United Kingdom Sibelius: Leonidas Kavakos (violin), Osmo Vänskä (conductor), London Symphony Orchestra, Barbican Hall, London, 7.12.2012 (JFL)
Sibelius : Symphonies Nos.6, 7, Violin Concerto
A program of the Sixth and Seventh Symphonies and the Violin Concerto is the stuff dreams are made of. A Sibelius lover’s dream, that is… and certainly when the performers are the LSO (Sibelius being perhaps the only composer these all-rounders can take specialist-credits for), Leonidas Kavakos as the soloist, and conductor Osmo Vänskä.
The latter, in turn, is one of the very few replacements for the ailing Colin Davis who might be considered an upgrade with that program. It’s conjecture, but given the superb results it strikes one as a plausible one.

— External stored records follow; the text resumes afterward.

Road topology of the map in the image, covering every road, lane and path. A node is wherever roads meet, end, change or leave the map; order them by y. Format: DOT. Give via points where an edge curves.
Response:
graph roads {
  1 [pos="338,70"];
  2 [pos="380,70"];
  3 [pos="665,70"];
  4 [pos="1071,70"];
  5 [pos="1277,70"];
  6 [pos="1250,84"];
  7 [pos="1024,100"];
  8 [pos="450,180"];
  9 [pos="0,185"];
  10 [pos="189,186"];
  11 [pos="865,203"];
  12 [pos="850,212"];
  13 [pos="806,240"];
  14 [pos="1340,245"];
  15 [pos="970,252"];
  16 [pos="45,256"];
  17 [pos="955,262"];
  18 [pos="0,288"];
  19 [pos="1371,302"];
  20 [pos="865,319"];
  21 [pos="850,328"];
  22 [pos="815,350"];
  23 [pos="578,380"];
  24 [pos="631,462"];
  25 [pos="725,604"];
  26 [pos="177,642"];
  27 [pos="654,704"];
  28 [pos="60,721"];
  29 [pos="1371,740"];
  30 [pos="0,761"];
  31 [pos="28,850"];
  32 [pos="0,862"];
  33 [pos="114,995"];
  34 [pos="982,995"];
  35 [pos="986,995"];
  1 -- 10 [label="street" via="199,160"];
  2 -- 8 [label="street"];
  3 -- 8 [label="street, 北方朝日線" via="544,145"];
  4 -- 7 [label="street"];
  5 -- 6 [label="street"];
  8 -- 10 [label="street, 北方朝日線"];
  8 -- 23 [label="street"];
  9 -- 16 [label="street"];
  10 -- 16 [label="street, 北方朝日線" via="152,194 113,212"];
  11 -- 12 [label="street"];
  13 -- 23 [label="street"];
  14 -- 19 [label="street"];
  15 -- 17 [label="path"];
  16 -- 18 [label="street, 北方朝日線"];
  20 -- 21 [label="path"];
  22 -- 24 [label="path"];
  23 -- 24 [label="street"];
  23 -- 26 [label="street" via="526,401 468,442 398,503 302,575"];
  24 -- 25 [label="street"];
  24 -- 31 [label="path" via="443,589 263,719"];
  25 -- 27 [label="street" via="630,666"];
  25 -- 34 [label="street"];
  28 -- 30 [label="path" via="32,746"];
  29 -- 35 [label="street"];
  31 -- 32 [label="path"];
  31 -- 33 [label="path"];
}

J.Sibelius, Violin Concerto (org. & rev. versions), L.Kavakos / O.Vänskä / Lahti SO BIS |
The Sixth Symphony was a most appreciated on the bill: It’s a much less often performed work than Symphonies Two, Five, and Seven, but every bit as moving. Its deceptive four movement outline suggests something relatively orthodox where there is no symphonic orthodoxy at all. The work barely has beginnings and it has even fewer ends. Between movements, there is scarcely enough of a signal to audience to start their coughing-cascades. The work has an aim, but the target of it never seems to be revealed; its principle feature might be the strange, intriguing attractiveness in an inverse Marilyn Monroe way: Very beautiful, but not at all pretty. Vanska, a Sibelian semaphore of astounding exactitude, led the LSO in a performance of perfect clarity and of a seamless, organic fit. Or at least perfect compared to the dog’s breakfast most continental European orchestras make of Sibelius’ intertwining lines of thought. The brief third movement was juicy, the finale fleet and of irresistible wit and detail.
Kavakos, in his clever black-on-black polka dot smock, stepped up for the concerto. Perhaps it is the name-power of solo violinists that makes the Sibelius Concerto such a relative hit, even in otherwise Sibelius-deprived regions. Or it is the palpable feat that the soloist achieves during the performance. In any case it can’t be the music, which is great, but makes no more concessions to conventional ears than the Second or Fifth Symphonies. Kavakos certainly dazzled the audience with his unforgiving, severe mastery in the concerto and especially the incredibly idiomatic cadenzas. He did that so irresistibly, indeed, that half the audience applauded the astonishing first movement finale and no one stooped to shush them out of this instinctive show of appreciation. Splendid pianissimos, suspense, and not an ounce of self-indulgence held sway in the slow movement, and the LSO matched Kavakos’ dry and to-the-point performance perfectly. The third movement sounded like Kavakos and Vänskä revving up a tank-engine and then shooting large caliber elegance at the nearest targets… to stunning results. “There was nothing I would have had any different about this performance” remarked the accompanying picky musician friend. Agreed; the performance was as good as I’ve ever heard one, including the last time I heard the same performers in that concerto, 2007 with the NSO.
In a perfect dramatic arc, the Seventh Symphony was programmed after intermission. First of all it really is impossible to properly play anything music after the end of that work (like encoring a Chopin Étude after opus 111), secondly its twenty-minute brevity makes the block after intermission snappy and short, and thirdly that brief focus heightens our appreciation of how much greatness per note this symphony contains. It’s really as though all the great romantic symphonist and Richard Wagner had come up with one massive symphony and then entrusted the execution to Anton Webern.
The best prescription for listening to the Seventh is: close your eyes and cry about the loss of the Eighth. Everyone played along beautifully: brass especially, with extra merit points for trombones and horns; a few demerits for the hissy flutes and airy clarinets, though even those worked their own charm in the Sibelian landscape. A fine cap to a rare gem of a concert.